[Dataset entries]
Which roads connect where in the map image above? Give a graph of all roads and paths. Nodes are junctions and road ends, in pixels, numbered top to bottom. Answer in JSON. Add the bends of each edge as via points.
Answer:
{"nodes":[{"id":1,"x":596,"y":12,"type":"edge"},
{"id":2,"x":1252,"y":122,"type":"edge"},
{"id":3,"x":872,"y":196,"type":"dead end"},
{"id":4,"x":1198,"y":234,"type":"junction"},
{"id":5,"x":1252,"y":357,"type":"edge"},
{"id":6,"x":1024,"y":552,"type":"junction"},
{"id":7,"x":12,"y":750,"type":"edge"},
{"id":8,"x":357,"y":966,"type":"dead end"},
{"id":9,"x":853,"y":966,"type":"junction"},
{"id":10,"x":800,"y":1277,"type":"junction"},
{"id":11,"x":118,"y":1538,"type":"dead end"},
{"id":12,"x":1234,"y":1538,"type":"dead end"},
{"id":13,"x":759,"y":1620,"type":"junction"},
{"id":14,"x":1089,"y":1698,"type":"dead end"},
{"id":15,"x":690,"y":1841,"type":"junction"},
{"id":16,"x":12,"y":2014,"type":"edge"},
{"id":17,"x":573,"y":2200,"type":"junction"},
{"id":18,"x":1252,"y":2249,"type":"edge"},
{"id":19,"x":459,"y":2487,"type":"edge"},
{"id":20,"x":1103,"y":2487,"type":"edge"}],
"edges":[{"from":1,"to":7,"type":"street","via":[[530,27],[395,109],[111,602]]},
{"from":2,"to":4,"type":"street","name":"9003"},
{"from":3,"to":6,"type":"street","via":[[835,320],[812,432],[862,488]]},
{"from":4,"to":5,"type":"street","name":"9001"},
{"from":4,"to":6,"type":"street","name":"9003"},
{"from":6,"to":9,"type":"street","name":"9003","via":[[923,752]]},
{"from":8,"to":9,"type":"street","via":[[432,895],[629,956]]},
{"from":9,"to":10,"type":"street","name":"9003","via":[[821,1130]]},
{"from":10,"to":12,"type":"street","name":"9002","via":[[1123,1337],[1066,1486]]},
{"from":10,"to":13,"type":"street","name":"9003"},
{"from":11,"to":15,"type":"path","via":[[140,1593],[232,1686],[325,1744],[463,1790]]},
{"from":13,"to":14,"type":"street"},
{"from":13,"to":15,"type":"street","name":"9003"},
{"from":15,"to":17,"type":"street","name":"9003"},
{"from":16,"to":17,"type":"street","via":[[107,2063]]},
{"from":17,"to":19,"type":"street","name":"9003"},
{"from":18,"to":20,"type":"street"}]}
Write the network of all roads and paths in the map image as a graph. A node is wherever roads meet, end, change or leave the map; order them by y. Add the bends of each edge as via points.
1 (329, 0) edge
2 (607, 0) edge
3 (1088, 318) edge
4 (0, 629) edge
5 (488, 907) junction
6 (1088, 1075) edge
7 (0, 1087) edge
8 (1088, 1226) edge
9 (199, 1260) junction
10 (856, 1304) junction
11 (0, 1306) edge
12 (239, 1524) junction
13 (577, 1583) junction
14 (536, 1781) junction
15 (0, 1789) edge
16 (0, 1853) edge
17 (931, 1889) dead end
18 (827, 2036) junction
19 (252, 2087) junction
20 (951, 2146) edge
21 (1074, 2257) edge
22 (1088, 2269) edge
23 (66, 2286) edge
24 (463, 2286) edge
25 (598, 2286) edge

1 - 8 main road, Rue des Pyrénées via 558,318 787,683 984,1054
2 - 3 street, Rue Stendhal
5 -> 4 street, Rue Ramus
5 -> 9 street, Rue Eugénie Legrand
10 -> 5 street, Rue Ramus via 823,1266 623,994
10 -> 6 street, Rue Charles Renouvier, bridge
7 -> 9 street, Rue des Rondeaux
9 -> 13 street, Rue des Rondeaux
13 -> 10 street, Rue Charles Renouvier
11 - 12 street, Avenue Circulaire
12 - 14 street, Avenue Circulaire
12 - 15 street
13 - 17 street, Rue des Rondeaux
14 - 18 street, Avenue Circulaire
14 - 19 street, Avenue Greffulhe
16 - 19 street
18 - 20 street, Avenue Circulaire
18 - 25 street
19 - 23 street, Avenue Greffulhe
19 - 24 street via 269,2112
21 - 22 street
[/Dataset entries]
**Assigned task**
Every line of the data must be reproduced exactly.

**Answer box**
Which roads connect where in the map image above? Give a graph of all roads and paths. Nodes are junctions and road ends, in pixels, numbered top to bottom. Answer in JSON. Add the bends of each edge as via points.
Answer:
{"nodes":[{"id":1,"x":596,"y":12,"type":"edge"},
{"id":2,"x":1252,"y":122,"type":"edge"},
{"id":3,"x":872,"y":196,"type":"dead end"},
{"id":4,"x":1198,"y":234,"type":"junction"},
{"id":5,"x":1252,"y":357,"type":"edge"},
{"id":6,"x":1024,"y":552,"type":"junction"},
{"id":7,"x":12,"y":750,"type":"edge"},
{"id":8,"x":357,"y":966,"type":"dead end"},
{"id":9,"x":853,"y":966,"type":"junction"},
{"id":10,"x":800,"y":1277,"type":"junction"},
{"id":11,"x":118,"y":1538,"type":"dead end"},
{"id":12,"x":1234,"y":1538,"type":"dead end"},
{"id":13,"x":759,"y":1620,"type":"junction"},
{"id":14,"x":1089,"y":1698,"type":"dead end"},
{"id":15,"x":690,"y":1841,"type":"junction"},
{"id":16,"x":12,"y":2014,"type":"edge"},
{"id":17,"x":573,"y":2200,"type":"junction"},
{"id":18,"x":1252,"y":2249,"type":"edge"},
{"id":19,"x":459,"y":2487,"type":"edge"},
{"id":20,"x":1103,"y":2487,"type":"edge"}],
"edges":[{"from":1,"to":7,"type":"street","via":[[530,27],[395,109],[111,602]]},
{"from":2,"to":4,"type":"street","name":"9003"},
{"from":3,"to":6,"type":"street","via":[[835,320],[812,432],[862,488]]},
{"from":4,"to":5,"type":"street","name":"9001"},
{"from":4,"to":6,"type":"street","name":"9003"},
{"from":6,"to":9,"type":"street","name":"9003","via":[[923,752]]},
{"from":8,"to":9,"type":"street","via":[[432,895],[629,956]]},
{"from":9,"to":10,"type":"street","name":"9003","via":[[821,1130]]},
{"from":10,"to":12,"type":"street","name":"9002","via":[[1123,1337],[1066,1486]]},
{"from":10,"to":13,"type":"street","name":"9003"},
{"from":11,"to":15,"type":"path","via":[[140,1593],[232,1686],[325,1744],[463,1790]]},
{"from":13,"to":14,"type":"street"},
{"from":13,"to":15,"type":"street","name":"9003"},
{"from":15,"to":17,"type":"street","name":"9003"},
{"from":16,"to":17,"type":"street","via":[[107,2063]]},
{"from":17,"to":19,"type":"street","name":"9003"},
{"from":18,"to":20,"type":"street"}]}
Write the network of all roads and paths in the map image as a graph. A node is wherever roads meet, end, change or leave the map; order them by y. Add the bends of each edge as via points.
1 (329, 0) edge
2 (607, 0) edge
3 (1088, 318) edge
4 (0, 629) edge
5 (488, 907) junction
6 (1088, 1075) edge
7 (0, 1087) edge
8 (1088, 1226) edge
9 (199, 1260) junction
10 (856, 1304) junction
11 (0, 1306) edge
12 (239, 1524) junction
13 (577, 1583) junction
14 (536, 1781) junction
15 (0, 1789) edge
16 (0, 1853) edge
17 (931, 1889) dead end
18 (827, 2036) junction
19 (252, 2087) junction
20 (951, 2146) edge
21 (1074, 2257) edge
22 (1088, 2269) edge
23 (66, 2286) edge
24 (463, 2286) edge
25 (598, 2286) edge

1 - 8 main road, Rue des Pyrénées via 558,318 787,683 984,1054
2 - 3 street, Rue Stendhal
5 -> 4 street, Rue Ramus
5 -> 9 street, Rue Eugénie Legrand
10 -> 5 street, Rue Ramus via 823,1266 623,994
10 -> 6 street, Rue Charles Renouvier, bridge
7 -> 9 street, Rue des Rondeaux
9 -> 13 street, Rue des Rondeaux
13 -> 10 street, Rue Charles Renouvier
11 - 12 street, Avenue Circulaire
12 - 14 street, Avenue Circulaire
12 - 15 street
13 - 17 street, Rue des Rondeaux
14 - 18 street, Avenue Circulaire
14 - 19 street, Avenue Greffulhe
16 - 19 street
18 - 20 street, Avenue Circulaire
18 - 25 street
19 - 23 street, Avenue Greffulhe
19 - 24 street via 269,2112
21 - 22 street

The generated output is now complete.